Chapter Five
Pasha
"I'm sorry, Mrs. Sinclaire... There's no heartbeat."
I stared at the monitor, willing it to move... to make a sound... something. I needed them to be wrong. My poor, sweet, innocent baby was gone. His life was snatched from him before it could even begin.
"Check it again!" I pleaded.
"I have," the doctor said. "I've checked it three times."
"He can't be... He can't be gone. I just felt him moving last night." Tears poured down my face as I tried to come to terms with this heartbreaking reality. "Please... Tell me this is a mistake."
She squeezed my hand as she gave me a sympathetic look. "I'm so sorry, sweetheart. We have to induce you."
I began to cry harder. I was eight and a half months pregnant. She just told me my son was dead, and now I had to deliver him. Not only that, but I also had to go home without him. Beside me, Raymond rubbed my back, not muttering a word. I couldn't tell if he was as upset as I was, but he didn't show any emotion. He didn't offer me any further condolences. After three miscarriages, we were finally supposed to have our bundle of joy. Now, that dream was back to what it was... a dream.
"Can I hold him?" I asked through my tears.
"Of course.
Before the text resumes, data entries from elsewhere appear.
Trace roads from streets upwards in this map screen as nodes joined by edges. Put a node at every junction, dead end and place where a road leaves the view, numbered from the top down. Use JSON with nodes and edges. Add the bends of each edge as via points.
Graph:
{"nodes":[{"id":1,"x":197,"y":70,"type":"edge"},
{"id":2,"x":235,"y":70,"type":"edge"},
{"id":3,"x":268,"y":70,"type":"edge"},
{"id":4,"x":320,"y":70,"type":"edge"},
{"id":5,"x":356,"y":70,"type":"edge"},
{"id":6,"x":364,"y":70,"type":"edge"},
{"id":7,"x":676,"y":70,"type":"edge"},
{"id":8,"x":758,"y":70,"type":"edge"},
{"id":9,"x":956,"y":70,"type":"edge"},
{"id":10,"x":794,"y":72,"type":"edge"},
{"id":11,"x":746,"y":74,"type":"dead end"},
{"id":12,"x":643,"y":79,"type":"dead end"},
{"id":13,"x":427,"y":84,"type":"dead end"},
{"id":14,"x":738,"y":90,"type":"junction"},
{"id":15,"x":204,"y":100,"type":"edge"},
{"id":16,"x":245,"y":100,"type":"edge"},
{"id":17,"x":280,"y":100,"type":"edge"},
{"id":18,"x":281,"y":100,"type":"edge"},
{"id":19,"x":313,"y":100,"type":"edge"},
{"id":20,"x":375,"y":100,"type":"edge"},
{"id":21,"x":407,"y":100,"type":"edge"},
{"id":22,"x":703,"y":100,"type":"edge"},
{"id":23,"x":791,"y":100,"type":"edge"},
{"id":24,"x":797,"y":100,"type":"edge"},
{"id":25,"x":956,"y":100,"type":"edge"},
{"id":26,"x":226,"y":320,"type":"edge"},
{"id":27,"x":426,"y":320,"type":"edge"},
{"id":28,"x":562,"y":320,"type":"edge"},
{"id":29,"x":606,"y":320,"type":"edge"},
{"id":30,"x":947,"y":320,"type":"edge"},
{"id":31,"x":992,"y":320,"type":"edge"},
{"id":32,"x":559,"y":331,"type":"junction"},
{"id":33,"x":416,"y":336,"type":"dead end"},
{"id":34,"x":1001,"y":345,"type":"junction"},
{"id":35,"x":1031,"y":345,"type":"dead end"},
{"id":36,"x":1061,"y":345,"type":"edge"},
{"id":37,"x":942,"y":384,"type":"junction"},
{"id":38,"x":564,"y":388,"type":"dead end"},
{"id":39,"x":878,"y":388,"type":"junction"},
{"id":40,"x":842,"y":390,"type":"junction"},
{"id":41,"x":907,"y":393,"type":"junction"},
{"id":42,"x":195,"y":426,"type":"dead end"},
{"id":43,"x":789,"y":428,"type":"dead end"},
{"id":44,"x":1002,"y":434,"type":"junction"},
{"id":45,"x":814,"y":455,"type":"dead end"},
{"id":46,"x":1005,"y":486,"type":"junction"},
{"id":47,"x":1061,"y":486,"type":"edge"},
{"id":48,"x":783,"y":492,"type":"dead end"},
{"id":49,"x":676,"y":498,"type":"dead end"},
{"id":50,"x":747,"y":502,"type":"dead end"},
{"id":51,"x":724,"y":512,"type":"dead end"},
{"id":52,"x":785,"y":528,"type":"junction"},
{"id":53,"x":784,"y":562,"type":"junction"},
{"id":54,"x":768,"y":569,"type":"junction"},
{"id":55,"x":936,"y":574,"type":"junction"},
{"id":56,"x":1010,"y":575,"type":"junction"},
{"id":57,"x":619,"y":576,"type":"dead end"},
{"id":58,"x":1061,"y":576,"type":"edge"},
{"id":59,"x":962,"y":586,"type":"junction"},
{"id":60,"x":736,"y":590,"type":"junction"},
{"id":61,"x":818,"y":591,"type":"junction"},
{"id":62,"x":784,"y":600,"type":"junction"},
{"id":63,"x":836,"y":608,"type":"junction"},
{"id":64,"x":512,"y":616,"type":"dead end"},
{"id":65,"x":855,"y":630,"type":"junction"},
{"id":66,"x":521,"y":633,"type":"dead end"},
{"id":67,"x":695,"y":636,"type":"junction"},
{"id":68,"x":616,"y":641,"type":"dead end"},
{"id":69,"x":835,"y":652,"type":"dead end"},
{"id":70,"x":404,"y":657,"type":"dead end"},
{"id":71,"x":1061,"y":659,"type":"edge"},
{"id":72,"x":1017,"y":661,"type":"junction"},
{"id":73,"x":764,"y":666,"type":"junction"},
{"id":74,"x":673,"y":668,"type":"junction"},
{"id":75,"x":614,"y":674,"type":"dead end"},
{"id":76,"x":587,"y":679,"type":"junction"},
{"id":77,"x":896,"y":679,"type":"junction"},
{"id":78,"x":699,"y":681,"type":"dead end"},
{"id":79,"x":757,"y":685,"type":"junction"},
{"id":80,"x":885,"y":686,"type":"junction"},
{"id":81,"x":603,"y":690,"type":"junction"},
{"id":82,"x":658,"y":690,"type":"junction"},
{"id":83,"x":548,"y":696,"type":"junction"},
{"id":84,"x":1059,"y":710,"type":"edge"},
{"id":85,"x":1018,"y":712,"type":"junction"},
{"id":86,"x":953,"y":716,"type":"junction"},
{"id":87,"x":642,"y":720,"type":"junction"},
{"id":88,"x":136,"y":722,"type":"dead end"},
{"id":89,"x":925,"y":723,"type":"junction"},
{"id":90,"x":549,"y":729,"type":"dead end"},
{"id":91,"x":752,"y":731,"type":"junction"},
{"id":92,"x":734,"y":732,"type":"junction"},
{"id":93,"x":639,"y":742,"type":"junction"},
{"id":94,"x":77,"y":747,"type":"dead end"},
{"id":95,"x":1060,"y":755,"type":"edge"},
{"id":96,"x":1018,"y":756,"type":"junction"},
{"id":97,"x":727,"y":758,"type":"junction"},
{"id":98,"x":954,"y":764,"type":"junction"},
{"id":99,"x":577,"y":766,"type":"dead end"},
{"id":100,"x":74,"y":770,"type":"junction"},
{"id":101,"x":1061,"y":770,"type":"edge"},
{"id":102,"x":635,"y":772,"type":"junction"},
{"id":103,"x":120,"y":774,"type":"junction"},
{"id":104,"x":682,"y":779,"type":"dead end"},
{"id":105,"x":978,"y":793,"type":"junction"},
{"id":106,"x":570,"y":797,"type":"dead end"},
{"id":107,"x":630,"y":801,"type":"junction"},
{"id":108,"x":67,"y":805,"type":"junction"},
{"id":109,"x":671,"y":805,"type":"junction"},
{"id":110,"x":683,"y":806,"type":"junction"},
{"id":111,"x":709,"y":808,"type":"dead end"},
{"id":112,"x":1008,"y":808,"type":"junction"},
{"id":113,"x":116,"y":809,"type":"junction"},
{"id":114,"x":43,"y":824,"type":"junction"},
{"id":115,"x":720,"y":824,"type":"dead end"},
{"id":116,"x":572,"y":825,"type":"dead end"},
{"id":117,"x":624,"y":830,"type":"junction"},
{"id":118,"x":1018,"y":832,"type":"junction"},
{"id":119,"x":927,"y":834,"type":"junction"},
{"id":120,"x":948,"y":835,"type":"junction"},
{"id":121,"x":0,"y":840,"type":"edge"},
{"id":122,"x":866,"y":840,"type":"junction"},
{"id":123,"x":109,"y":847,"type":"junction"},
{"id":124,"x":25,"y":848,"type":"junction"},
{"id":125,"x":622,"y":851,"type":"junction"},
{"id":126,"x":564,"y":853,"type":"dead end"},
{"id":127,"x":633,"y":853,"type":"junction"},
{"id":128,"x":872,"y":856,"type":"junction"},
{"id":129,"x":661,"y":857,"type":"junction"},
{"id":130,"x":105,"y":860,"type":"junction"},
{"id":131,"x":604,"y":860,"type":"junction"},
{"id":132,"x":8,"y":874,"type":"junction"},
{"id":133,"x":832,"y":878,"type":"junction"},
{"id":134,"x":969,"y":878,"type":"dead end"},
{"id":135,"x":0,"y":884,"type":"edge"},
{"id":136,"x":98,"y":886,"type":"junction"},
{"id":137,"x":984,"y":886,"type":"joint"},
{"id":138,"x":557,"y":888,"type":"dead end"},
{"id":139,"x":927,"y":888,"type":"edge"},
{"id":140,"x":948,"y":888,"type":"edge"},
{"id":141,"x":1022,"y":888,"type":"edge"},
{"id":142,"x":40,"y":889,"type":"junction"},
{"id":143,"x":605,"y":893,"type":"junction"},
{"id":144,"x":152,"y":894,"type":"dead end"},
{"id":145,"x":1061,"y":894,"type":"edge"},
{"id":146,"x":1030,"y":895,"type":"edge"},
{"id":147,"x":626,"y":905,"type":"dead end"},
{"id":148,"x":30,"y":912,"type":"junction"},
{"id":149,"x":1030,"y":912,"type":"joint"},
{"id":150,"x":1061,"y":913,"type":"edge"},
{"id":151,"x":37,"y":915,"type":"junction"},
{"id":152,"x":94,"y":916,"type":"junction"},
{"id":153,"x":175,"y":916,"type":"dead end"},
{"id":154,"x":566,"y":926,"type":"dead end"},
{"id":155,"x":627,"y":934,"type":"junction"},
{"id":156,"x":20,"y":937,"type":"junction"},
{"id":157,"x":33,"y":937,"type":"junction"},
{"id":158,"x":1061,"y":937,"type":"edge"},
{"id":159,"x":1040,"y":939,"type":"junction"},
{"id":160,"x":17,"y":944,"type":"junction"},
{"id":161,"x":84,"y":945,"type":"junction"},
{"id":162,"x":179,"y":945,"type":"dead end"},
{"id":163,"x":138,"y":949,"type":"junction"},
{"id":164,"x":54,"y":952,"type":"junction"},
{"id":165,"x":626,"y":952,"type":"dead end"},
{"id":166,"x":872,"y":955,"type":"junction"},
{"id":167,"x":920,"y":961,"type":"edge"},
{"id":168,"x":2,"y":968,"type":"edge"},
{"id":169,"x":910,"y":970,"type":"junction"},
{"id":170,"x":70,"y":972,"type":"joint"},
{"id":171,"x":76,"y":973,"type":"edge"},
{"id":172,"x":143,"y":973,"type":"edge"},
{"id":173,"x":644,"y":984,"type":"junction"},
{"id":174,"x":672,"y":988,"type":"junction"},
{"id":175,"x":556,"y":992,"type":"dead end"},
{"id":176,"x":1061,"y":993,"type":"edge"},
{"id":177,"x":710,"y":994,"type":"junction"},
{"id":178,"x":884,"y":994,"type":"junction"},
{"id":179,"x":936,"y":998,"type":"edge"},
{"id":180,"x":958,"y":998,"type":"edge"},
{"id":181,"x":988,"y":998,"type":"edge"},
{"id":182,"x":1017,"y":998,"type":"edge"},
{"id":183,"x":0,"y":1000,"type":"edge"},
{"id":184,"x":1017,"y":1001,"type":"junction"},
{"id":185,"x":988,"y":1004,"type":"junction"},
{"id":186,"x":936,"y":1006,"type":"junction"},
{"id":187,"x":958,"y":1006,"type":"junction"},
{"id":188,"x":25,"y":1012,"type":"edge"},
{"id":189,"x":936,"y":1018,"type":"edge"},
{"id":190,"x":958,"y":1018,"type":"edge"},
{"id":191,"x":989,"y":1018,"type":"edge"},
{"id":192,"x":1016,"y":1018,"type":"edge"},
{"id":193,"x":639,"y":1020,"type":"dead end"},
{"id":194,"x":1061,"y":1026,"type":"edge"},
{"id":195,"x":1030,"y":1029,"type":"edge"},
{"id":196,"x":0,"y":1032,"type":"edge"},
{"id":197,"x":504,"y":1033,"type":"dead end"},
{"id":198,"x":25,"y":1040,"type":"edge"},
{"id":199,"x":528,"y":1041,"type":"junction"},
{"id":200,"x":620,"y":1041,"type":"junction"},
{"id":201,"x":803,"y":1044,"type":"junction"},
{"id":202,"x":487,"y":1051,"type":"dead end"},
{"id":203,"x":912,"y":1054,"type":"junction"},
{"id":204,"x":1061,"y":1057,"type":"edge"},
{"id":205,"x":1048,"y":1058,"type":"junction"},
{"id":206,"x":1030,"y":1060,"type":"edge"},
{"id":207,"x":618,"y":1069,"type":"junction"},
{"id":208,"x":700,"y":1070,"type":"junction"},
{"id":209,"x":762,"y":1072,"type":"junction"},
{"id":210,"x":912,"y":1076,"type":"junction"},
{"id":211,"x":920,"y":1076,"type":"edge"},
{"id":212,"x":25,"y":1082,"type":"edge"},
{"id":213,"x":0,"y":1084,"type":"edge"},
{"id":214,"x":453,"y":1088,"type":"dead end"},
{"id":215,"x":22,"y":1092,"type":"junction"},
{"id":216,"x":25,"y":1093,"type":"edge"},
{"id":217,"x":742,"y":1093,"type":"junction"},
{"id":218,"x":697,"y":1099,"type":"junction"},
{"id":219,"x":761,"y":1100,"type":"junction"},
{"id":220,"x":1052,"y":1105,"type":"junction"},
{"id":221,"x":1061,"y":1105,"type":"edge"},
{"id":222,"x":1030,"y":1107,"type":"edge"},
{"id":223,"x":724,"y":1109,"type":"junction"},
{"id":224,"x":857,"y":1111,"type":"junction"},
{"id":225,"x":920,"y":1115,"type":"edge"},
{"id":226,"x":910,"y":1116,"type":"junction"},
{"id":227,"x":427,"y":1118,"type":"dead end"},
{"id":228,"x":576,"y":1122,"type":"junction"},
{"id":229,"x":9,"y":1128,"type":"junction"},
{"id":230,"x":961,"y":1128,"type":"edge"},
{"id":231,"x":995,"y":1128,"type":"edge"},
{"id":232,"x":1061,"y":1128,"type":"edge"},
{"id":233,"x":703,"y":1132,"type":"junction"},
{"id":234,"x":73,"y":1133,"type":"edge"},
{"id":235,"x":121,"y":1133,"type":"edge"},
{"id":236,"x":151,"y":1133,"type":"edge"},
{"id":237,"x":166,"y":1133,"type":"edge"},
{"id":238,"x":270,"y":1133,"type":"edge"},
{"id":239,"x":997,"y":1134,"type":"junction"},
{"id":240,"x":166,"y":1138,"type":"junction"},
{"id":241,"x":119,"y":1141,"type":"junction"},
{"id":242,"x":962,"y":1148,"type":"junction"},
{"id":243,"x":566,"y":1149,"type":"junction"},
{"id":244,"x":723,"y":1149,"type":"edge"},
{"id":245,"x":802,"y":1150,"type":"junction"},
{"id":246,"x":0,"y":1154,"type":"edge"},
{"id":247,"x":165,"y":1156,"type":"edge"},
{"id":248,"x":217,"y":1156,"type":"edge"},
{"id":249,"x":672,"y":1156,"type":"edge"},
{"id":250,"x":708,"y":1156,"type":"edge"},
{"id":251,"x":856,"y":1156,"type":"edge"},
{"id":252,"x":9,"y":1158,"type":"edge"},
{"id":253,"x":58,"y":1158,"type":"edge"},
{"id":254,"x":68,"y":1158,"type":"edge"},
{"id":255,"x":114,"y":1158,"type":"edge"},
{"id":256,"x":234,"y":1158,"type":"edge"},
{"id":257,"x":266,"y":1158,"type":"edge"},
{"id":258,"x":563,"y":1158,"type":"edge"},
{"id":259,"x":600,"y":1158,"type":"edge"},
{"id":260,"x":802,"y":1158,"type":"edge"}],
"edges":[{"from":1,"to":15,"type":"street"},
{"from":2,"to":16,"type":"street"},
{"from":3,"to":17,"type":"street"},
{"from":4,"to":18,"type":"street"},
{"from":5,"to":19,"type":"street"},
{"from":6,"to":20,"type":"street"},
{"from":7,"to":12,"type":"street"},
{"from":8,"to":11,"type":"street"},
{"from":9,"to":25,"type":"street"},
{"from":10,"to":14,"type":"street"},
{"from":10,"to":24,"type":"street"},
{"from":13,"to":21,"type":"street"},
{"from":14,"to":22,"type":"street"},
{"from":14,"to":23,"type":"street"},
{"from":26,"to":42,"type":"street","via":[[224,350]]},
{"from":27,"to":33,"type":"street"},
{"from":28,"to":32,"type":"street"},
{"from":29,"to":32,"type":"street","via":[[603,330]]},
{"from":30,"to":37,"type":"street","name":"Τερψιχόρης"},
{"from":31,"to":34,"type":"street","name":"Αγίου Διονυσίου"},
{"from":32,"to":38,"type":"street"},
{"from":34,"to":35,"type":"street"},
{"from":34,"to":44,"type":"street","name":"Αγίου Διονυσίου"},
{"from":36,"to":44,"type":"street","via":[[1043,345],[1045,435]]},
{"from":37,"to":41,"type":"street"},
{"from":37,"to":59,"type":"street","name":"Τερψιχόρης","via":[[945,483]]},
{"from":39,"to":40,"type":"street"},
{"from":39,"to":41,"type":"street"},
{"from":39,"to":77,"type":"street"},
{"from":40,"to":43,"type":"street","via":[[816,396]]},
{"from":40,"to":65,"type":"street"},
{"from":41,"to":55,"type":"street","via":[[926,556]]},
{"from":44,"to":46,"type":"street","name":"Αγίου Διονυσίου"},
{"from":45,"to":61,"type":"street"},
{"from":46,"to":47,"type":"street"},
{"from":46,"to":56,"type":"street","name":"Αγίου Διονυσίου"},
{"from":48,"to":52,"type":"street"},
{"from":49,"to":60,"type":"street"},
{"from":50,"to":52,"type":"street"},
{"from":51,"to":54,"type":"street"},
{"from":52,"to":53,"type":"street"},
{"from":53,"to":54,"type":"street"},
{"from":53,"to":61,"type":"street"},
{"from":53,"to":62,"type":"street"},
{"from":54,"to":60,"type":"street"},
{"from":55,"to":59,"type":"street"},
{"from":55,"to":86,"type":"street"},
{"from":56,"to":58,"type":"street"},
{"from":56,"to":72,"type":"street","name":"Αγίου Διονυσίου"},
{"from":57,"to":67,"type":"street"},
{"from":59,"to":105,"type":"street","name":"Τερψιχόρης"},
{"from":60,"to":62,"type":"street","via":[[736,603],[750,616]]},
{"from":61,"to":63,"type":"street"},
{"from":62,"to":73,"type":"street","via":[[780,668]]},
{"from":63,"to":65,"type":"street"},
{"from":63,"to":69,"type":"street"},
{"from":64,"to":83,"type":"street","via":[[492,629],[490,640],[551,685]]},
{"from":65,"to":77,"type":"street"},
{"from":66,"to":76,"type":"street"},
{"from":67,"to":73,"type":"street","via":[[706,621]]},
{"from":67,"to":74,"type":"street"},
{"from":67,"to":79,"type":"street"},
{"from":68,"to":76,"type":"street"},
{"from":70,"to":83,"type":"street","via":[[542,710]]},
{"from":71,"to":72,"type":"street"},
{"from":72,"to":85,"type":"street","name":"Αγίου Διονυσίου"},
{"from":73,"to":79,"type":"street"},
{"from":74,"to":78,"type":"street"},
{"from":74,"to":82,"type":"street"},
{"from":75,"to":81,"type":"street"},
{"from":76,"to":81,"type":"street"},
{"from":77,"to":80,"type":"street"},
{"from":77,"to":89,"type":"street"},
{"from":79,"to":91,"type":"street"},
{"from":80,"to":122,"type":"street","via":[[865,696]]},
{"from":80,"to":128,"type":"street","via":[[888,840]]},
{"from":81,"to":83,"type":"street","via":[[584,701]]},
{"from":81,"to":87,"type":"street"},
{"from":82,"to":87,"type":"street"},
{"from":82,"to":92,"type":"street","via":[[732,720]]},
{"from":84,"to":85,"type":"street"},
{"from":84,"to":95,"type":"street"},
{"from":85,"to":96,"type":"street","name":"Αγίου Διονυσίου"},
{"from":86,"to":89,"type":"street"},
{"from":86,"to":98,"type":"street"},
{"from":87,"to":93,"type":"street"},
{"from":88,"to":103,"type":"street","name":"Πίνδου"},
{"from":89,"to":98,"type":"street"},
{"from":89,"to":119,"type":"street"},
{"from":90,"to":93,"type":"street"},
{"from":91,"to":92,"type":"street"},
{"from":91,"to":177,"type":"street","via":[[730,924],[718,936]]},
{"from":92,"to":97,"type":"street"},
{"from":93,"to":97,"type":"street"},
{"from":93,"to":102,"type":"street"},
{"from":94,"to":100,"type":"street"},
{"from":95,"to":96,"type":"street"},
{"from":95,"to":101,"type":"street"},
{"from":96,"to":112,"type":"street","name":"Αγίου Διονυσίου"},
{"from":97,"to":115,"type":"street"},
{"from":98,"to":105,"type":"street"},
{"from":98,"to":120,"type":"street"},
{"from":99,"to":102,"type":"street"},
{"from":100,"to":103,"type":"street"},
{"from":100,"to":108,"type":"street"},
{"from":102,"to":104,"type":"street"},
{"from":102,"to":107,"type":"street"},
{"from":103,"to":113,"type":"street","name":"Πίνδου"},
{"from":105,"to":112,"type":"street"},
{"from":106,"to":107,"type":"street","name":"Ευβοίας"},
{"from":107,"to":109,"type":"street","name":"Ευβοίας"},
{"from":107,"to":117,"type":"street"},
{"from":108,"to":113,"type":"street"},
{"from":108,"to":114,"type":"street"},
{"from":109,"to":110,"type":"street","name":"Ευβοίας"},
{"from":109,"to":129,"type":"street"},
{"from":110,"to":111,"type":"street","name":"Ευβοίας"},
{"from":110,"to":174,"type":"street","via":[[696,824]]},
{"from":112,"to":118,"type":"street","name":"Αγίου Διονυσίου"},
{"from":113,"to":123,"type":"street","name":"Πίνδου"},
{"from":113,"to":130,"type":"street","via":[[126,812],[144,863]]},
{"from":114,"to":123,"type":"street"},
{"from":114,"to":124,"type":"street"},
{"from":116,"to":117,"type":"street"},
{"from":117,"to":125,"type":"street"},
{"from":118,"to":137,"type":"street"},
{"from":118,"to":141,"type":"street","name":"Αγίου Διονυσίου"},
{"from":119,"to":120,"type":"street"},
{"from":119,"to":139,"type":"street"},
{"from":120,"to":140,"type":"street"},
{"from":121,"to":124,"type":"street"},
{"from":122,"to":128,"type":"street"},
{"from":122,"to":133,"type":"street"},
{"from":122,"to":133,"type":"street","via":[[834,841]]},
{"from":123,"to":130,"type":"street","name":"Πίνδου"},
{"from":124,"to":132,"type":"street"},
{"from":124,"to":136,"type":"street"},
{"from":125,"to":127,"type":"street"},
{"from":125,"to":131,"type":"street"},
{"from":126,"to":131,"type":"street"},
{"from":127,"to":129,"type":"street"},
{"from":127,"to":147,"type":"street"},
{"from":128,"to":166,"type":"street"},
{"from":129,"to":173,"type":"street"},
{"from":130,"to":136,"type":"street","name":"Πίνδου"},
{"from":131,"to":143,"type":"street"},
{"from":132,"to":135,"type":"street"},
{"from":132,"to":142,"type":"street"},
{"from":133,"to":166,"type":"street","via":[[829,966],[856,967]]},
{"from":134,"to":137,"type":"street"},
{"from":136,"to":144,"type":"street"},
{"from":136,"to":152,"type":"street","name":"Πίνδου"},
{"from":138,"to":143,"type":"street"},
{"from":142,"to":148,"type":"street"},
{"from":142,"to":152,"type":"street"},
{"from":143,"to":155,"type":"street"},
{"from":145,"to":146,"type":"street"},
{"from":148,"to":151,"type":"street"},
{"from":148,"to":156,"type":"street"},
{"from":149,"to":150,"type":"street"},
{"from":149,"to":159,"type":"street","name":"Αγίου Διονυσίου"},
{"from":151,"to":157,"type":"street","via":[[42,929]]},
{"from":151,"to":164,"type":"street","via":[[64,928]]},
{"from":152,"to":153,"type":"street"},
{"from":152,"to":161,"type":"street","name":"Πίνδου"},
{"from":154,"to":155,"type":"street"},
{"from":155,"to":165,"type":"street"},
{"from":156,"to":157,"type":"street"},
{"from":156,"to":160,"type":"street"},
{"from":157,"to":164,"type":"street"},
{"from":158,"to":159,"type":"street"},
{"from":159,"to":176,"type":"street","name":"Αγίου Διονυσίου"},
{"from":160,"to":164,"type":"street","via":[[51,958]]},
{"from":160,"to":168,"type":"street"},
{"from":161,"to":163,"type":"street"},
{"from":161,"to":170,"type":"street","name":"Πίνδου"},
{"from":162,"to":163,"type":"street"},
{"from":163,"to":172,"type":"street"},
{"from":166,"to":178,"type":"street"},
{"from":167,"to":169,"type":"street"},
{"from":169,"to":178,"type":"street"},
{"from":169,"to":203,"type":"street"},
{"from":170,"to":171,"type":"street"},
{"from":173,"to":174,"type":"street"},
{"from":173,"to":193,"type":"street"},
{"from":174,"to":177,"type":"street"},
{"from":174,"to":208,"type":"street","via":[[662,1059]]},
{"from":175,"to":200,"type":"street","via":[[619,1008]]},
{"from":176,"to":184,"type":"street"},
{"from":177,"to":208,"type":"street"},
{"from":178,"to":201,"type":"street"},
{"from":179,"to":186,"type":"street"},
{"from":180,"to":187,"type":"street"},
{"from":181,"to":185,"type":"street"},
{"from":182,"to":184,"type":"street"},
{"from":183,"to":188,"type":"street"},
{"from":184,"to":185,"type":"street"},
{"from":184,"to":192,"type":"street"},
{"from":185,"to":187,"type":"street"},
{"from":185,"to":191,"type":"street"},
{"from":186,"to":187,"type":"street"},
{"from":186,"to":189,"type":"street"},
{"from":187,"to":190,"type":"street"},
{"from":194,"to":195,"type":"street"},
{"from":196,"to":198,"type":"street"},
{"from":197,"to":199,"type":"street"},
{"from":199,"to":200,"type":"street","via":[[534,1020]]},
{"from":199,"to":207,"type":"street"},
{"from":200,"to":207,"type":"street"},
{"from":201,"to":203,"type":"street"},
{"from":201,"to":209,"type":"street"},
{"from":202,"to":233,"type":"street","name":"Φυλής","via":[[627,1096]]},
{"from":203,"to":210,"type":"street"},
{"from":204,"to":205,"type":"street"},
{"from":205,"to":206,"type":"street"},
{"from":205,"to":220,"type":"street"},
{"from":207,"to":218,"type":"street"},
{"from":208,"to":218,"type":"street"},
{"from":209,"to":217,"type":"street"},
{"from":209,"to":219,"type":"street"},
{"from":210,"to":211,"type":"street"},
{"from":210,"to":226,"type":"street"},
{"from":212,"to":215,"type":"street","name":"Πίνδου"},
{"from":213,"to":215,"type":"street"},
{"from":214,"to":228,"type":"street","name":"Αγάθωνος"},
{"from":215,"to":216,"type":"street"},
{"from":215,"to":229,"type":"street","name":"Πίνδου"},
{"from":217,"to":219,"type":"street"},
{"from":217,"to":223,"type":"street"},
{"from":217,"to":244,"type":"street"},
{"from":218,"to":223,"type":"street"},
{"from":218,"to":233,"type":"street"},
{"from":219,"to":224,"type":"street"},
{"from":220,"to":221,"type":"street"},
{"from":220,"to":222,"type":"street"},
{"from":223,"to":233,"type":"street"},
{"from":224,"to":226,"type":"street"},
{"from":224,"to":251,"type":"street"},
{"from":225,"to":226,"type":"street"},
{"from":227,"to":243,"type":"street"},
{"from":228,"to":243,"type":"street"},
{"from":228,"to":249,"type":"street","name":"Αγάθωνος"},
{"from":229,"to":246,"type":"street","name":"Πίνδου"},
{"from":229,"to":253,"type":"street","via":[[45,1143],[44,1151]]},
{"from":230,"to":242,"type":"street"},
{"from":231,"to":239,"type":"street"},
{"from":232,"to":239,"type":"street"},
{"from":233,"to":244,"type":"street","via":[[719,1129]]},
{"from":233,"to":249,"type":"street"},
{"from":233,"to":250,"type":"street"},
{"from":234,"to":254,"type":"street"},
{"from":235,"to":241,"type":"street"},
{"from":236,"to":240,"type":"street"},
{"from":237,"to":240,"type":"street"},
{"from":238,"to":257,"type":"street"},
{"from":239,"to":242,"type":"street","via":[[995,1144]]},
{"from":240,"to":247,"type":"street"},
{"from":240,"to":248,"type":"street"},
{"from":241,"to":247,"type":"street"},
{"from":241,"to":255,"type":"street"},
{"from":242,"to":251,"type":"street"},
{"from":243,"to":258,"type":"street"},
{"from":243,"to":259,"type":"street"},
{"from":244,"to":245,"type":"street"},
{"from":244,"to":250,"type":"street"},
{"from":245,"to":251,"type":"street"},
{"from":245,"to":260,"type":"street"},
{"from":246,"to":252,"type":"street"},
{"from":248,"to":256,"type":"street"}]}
You can take all the time you need. We have a bereavement program where you can take pictures with your baby to take home. We find sometimes it offers comfort. We're here for whatever you need, Mrs. Sinclaire."
I nodded, although no source of comfort could ever ease the pain I was feeling. My child was gone...
I sat straight up, gasping for air. My body was covered in sweat, and I struggled to breathe. I hadn't dreamed of my baby in a while, and now, the memories came flooding back. Scrambling from the bed, I ran over to my suitcases and the trash bags, dumping everything out. I frantically searched until I found the locked box that housed the only memories I had of my son and my parents. Using the key I had on a chain around my neck, I opened it to make sure Raymond left everything inside. I prayed he wasn't vindictive enough to tamper with it.
I sighed with relief when I found everything as I left it. If something happened to this, I would have lost it. Closing the box, I sat back on my haunches, clutching it to my chest. Burying my face in my hand, I cried for what seemed like the millionth time. I just wanted to fall apart.
"God give me strength..." I whispered. "I don't know if I can make it through this with my sanity."
Other than getting up to pee, I'd lay in this bed for the last four days. I hadn't taken my medication. I hadn't showered. I hadn't brushed my teeth or washed my face. I'd gotten a total of maybe eight hours of sleep in the last seventy-two hours. My stomach cramped because I hadn't eaten, and I was beginning to smell myself. I physically did not have the energy to deal with life.
Avyn had been coming by, and all I wanted her to do was leave me alone. I understood her concern. I understood she wanted to be there for me, but I just didn't know how to accept that right now. I depended on someone for the last twenty-eight years. First, it was my parents and then my husband. My parents were dead, and my husband was leaving me. At some point, I had to learn to stand on my own two feet.
The last thing I wanted to do was get out of bed, but I needed to get myself together. If I lay here, my two free weeks would be up, and my situation would only be worse. I was so tired... so drained... so fucking done. But all I had now was me. I could either sink or swim. After saying a quick prayer, I stood and placed the box beside the dresser to prepare for whatever kind of day I was about to have.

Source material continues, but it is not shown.